We played Geiger Counter
this weekend: Six players, me inclusive, in my summer house. We played for something like 3 hours (or 4 before we stopped talking about the game and let other topics enter the conversation). All of us experienced gamers wrt. scene framing and shared narration rights.
Three of us had read the text prior to the game. I pitched the game and directed the setup. I had made no preplay prep (other than reading the text and taping size sheets of blank paper together). I actually forgot to print character sheets and had one player hand copy some. I used the variant of coming up with characters collaberatively before each player had a pick from the list.This was great:
This gave us a bit of trouble:
- Drawing the map. It gave such a great focus both during the setup brain storm and later during the game.
- Hitting the scenes from the trailer. In PTA "Next time on..." is great to invent but hard to hit with dramatic punch. In this game we had an all time high when our heli pilot sat in the rescue vehicle 30 meters above sea level on the burning oil rig and said his quote: "I'll get this fish to fly!"
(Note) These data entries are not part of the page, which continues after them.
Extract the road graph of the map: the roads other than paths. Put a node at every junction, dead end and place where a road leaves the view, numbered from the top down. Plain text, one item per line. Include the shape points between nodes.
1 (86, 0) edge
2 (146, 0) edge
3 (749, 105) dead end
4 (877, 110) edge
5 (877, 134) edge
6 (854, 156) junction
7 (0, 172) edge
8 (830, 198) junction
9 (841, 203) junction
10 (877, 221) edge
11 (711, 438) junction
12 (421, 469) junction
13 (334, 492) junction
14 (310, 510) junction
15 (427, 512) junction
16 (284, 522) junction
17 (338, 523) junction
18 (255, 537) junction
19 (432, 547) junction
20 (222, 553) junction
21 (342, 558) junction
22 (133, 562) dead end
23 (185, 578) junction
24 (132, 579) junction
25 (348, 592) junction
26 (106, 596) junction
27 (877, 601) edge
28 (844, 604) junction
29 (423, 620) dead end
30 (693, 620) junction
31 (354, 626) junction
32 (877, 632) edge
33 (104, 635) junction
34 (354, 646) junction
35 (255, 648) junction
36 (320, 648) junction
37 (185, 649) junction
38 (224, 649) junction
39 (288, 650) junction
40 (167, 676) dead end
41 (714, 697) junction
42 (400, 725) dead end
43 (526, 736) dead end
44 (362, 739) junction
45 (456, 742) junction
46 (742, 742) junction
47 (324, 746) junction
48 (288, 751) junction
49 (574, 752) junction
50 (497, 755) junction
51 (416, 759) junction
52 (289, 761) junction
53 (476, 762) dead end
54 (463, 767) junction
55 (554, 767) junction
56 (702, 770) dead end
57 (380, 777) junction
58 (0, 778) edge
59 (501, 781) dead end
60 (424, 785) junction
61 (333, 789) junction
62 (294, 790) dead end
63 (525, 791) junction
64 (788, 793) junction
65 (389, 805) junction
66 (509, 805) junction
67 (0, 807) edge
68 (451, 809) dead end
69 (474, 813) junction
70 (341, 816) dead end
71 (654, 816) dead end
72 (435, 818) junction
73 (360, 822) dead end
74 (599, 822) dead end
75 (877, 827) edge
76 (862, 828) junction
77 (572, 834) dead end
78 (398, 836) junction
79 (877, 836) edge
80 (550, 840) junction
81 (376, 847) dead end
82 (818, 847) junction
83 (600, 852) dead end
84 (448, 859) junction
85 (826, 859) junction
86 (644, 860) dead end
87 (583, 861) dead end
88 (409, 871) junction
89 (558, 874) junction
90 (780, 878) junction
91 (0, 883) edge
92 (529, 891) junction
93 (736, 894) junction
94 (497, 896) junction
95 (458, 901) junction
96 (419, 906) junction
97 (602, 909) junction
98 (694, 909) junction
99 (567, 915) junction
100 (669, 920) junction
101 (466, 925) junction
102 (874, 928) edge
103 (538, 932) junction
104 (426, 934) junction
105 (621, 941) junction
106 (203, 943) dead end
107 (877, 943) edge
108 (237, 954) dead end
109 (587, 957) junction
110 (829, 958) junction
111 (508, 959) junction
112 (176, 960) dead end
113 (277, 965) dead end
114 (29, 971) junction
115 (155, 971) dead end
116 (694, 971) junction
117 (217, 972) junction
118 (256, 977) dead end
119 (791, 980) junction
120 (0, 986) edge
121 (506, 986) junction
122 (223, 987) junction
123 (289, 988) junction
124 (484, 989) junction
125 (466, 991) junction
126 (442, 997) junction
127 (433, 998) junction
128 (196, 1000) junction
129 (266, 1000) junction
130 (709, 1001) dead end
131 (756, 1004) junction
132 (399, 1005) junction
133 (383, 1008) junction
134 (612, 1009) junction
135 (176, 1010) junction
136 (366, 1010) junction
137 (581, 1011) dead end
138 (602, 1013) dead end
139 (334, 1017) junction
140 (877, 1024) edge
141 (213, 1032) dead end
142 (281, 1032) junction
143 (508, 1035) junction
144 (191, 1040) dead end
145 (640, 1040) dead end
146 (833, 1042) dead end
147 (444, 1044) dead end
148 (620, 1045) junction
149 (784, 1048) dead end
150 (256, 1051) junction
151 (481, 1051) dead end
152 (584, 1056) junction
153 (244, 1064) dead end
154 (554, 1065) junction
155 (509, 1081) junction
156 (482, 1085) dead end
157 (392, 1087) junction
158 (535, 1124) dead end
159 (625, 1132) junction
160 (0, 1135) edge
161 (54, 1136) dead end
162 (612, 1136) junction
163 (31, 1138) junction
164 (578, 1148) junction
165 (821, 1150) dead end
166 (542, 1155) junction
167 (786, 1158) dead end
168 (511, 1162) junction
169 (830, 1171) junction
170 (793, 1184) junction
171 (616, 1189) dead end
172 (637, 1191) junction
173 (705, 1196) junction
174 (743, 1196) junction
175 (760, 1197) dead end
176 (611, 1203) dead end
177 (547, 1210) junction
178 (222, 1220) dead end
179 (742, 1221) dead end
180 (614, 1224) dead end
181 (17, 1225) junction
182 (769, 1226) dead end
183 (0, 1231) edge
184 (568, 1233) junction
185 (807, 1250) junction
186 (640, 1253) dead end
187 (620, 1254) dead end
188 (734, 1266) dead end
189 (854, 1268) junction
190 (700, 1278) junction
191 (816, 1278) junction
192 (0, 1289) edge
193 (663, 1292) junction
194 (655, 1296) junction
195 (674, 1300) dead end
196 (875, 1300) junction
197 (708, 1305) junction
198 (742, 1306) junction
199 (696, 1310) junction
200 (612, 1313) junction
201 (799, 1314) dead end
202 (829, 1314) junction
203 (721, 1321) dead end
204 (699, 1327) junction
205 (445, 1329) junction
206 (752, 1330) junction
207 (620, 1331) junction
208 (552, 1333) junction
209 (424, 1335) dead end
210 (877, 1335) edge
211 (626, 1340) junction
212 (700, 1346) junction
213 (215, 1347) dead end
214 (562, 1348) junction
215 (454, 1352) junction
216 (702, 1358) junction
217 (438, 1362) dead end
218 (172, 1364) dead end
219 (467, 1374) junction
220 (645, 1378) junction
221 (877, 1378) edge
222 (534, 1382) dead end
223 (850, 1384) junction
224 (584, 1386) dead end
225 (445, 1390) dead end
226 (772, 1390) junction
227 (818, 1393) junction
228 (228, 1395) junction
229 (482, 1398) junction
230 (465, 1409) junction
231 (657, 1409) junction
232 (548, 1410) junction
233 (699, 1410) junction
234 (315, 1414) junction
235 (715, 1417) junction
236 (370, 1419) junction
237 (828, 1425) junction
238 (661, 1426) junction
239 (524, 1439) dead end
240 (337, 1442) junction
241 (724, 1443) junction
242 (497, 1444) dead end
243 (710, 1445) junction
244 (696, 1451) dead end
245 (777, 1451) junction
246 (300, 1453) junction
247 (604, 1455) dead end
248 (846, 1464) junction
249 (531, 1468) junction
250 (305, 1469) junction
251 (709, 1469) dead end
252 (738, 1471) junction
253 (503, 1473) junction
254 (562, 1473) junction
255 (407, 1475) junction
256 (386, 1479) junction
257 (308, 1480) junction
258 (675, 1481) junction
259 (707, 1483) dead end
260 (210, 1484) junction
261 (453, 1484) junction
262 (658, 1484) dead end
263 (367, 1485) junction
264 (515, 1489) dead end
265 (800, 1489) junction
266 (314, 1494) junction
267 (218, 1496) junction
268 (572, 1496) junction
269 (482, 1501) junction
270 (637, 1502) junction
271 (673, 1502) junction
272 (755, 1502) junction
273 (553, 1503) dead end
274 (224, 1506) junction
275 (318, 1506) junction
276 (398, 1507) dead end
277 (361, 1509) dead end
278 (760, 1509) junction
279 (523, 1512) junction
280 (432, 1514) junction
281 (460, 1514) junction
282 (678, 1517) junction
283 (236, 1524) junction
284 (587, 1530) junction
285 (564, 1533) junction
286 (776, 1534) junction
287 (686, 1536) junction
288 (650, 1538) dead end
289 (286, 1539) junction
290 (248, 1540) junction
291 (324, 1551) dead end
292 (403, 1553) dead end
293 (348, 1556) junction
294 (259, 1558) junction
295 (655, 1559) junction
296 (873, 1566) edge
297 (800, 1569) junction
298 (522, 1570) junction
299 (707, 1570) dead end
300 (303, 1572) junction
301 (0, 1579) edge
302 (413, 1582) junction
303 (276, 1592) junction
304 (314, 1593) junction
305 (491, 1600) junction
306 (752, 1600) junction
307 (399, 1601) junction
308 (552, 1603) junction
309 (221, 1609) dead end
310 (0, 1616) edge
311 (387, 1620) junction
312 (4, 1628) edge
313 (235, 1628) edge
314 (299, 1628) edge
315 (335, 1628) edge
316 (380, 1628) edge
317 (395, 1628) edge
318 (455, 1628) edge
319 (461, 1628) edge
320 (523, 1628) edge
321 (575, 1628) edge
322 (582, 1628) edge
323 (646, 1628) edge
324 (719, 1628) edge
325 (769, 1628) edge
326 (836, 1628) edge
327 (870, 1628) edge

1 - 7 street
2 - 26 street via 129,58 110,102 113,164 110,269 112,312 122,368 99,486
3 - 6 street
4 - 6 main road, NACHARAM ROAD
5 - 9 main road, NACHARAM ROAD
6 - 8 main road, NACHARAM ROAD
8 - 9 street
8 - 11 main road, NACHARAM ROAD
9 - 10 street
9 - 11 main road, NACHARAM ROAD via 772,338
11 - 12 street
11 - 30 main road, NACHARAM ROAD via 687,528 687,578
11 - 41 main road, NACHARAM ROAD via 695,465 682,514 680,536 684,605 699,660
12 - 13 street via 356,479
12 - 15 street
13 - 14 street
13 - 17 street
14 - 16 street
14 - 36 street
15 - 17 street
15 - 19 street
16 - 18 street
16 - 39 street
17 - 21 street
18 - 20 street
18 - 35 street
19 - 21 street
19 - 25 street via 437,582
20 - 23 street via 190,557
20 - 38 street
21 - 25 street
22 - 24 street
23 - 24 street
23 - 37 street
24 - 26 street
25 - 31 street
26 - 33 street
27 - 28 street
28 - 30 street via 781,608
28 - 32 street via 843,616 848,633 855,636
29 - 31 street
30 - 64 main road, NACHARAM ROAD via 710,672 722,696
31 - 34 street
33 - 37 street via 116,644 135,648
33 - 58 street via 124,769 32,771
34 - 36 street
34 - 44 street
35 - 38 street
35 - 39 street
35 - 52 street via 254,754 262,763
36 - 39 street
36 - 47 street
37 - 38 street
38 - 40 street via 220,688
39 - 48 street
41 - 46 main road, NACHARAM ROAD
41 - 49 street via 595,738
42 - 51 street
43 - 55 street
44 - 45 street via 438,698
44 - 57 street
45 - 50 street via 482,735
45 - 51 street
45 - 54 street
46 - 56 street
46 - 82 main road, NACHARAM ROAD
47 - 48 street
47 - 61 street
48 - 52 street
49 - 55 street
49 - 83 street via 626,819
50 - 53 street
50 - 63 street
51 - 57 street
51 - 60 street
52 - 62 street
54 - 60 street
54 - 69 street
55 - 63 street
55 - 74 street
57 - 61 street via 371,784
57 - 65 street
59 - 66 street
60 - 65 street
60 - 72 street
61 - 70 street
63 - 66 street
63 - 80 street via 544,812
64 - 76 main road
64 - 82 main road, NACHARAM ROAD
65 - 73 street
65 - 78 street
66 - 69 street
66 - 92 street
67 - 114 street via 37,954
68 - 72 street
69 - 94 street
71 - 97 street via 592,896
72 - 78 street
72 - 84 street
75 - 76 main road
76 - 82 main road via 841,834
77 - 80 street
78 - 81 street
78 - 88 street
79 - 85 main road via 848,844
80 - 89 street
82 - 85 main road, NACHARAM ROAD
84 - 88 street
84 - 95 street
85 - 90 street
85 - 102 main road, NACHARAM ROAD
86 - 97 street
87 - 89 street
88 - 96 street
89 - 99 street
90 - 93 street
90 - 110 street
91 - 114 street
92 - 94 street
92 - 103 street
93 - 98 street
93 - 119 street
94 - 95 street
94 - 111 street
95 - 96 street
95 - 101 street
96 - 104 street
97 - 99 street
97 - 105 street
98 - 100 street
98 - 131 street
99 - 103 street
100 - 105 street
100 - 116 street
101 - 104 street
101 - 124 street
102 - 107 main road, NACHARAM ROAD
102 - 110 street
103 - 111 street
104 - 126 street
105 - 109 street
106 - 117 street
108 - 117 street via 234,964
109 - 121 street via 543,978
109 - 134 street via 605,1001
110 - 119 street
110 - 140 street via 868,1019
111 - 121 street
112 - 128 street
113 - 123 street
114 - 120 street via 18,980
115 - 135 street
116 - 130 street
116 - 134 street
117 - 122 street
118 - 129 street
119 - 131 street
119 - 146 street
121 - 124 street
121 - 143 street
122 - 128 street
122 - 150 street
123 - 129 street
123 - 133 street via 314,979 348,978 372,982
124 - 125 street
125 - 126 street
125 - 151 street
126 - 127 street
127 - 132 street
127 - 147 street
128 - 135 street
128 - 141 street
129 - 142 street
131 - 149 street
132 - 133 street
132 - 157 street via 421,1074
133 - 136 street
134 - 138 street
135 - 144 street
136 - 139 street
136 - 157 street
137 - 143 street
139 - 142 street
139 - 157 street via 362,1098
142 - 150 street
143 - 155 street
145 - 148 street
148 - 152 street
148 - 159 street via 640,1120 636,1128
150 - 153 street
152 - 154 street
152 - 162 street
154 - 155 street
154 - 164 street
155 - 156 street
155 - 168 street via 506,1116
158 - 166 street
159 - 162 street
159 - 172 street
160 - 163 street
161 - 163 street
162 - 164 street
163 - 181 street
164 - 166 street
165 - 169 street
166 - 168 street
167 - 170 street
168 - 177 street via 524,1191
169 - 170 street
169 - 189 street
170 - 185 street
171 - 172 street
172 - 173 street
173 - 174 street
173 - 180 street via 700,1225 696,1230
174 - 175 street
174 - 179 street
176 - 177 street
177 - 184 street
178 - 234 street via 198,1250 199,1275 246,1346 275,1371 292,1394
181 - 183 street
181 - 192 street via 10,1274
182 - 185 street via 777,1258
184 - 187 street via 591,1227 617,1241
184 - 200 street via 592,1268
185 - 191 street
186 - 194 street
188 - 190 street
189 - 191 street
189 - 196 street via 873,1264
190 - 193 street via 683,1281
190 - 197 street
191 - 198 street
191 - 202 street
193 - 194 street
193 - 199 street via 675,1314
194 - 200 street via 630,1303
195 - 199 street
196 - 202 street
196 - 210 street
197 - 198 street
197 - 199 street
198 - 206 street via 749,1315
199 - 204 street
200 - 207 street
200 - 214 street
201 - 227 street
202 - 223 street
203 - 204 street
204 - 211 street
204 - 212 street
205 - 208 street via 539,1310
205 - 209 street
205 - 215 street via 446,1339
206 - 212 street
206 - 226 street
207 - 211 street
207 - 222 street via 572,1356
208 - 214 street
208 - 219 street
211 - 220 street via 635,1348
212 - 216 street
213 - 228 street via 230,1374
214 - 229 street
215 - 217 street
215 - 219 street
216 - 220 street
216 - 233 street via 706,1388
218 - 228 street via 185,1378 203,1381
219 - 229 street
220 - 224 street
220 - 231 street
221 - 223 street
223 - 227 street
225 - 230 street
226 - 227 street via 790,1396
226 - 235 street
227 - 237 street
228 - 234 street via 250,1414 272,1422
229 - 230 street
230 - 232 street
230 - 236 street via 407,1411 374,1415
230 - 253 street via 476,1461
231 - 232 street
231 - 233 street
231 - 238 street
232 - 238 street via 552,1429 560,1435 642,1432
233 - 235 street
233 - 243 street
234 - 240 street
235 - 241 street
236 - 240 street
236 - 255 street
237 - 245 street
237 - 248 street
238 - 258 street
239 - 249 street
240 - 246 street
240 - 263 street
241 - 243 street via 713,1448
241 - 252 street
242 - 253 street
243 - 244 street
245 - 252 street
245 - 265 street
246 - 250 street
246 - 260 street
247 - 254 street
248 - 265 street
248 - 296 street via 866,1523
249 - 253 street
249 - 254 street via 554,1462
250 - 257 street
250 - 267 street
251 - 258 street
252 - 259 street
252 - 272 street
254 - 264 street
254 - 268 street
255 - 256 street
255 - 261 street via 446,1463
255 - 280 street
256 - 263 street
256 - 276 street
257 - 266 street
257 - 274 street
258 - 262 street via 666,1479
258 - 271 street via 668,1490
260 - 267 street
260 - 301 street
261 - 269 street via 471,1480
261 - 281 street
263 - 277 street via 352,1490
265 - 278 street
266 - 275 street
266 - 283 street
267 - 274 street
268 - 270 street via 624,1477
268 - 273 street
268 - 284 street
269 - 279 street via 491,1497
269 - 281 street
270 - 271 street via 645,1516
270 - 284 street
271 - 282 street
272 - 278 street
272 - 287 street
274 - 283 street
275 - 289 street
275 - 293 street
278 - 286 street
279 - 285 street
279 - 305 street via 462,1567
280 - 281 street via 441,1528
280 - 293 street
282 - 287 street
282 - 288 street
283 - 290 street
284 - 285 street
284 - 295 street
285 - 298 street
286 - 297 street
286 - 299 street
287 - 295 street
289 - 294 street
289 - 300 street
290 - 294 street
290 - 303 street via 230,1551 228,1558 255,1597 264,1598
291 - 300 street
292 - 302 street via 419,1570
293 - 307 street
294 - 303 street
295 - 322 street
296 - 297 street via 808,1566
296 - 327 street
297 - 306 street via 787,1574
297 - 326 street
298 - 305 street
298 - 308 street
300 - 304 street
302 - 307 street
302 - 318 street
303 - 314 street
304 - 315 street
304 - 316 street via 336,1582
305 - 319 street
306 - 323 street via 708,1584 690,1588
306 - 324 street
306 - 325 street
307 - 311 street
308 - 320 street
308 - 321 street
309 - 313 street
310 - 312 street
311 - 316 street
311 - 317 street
- Controlling the Menace. At first we had a fair amount of scenes without the menace, just introducing characters and setting the stage for conflicts. Then we had almost too much focus on the menace. And then when we started fighting back, it had two unlucky rolls and was suddenly down to 6 dice fighting three joined characters with advantage dice for a very easy kill (and just two dead protagonists).
- Defining the menace. We had let it open just agreeing on cthulhuoid but with inuit shamanism words. First it was a shadow, then it had horns, then they were many, then they had oily skin and could be burned by fire. It did make it a bit fuzzy about how it was a threat.
- Coming up with good conditions - especially in protagonist vs. protagonist conflicts. Early in the game there was a fairly unviolent pvp conflict that ended with one being "Alone". It seemed a bit drastic to have a social conflict have fairly big consequences - but maybe that is actually more a feature than a flaw.
- Sometimes outcomes of scenes were more brainstormed than narrated. When scenes were framed more as a group effort (brain storm) than from a single director then when it came to narrating outcomes, I sometimes found it noisy and fuzzy with too many contributions from eager players.
The map was such an effective gimmick that I reused it for our dogs session the day after (Twin Bridges - a town with two stewards).
Thanks to Jonathan for a very effective game.